Should a line in the entries below contain "Parade", return that line.
↓↓↓
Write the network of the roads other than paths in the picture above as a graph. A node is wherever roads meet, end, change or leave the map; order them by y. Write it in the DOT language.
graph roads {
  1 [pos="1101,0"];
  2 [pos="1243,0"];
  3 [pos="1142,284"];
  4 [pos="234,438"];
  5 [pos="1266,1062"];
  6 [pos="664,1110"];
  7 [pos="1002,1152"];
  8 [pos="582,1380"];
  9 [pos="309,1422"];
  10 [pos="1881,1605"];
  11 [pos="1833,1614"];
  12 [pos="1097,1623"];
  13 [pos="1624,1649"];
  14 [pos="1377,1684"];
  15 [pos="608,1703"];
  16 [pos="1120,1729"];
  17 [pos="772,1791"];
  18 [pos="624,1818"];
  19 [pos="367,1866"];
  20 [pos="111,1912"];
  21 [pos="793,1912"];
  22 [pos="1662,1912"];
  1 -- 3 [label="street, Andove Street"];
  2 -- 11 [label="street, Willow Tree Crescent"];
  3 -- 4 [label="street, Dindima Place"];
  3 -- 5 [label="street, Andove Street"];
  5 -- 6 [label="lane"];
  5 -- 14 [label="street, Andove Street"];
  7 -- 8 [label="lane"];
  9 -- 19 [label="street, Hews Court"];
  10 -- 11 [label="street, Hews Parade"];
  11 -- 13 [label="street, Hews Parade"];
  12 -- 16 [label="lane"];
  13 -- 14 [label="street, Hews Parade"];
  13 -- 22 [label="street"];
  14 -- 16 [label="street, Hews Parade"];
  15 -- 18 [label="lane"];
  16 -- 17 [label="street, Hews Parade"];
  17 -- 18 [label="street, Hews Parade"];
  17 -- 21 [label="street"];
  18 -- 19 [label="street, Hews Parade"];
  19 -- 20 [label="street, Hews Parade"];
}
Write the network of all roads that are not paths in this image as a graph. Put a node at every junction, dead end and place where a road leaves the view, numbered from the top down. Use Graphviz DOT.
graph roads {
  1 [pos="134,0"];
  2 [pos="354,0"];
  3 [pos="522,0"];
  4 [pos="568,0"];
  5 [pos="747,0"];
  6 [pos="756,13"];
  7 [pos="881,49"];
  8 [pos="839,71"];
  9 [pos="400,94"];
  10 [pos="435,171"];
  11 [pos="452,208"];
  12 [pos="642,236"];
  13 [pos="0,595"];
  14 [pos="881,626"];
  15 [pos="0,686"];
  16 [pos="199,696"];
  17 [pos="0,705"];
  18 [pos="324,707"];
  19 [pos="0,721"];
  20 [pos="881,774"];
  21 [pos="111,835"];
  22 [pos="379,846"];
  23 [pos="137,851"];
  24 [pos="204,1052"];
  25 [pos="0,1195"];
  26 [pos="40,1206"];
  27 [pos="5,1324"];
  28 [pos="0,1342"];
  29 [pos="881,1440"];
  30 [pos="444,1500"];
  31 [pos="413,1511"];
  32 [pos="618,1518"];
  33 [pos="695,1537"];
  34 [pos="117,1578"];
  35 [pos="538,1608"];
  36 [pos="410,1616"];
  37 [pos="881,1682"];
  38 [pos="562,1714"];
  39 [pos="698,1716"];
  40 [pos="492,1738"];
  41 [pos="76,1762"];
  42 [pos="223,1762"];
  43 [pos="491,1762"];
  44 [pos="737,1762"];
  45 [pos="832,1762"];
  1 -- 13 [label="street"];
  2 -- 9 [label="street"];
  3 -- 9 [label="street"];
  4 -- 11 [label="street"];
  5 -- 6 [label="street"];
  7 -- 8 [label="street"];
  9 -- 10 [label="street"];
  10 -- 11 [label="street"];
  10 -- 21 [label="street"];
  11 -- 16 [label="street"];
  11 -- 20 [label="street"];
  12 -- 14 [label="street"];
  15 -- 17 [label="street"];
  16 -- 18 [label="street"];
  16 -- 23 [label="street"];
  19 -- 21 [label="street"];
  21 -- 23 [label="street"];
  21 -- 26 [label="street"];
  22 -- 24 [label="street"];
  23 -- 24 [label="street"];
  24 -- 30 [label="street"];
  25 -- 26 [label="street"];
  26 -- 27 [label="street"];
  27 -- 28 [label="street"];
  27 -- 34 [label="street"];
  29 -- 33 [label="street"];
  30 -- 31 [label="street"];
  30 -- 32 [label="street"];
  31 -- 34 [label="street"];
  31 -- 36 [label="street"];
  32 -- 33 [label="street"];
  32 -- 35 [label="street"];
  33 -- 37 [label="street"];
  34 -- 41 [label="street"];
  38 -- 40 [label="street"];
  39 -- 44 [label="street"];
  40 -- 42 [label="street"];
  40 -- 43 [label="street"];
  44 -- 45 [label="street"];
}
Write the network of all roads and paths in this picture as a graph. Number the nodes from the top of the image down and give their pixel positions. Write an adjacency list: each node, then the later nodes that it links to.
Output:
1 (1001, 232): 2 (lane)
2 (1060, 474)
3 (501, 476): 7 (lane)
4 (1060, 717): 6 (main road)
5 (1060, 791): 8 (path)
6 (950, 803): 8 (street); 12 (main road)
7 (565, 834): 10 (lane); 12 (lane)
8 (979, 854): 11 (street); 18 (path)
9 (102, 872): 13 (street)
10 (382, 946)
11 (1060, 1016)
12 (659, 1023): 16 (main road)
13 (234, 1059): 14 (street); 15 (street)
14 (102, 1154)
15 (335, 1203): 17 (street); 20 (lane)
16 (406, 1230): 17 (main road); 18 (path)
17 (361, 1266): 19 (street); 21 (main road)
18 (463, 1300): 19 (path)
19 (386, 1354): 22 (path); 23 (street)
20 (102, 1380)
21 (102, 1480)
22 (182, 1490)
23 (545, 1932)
↑↑↑
▶ **TASK RESULT**:
  10 -- 11 [label="street, Hews Parade"];
  11 -- 13 [label="street, Hews Parade"];
  13 -- 14 [label="street, Hews Parade"];
  14 -- 16 [label="street, Hews Parade"];
  16 -- 17 [label="street, Hews Parade"];
  17 -- 18 [label="street, Hews Parade"];
  18 -- 19 [label="street, Hews Parade"];
  19 -- 20 [label="street, Hews Parade"];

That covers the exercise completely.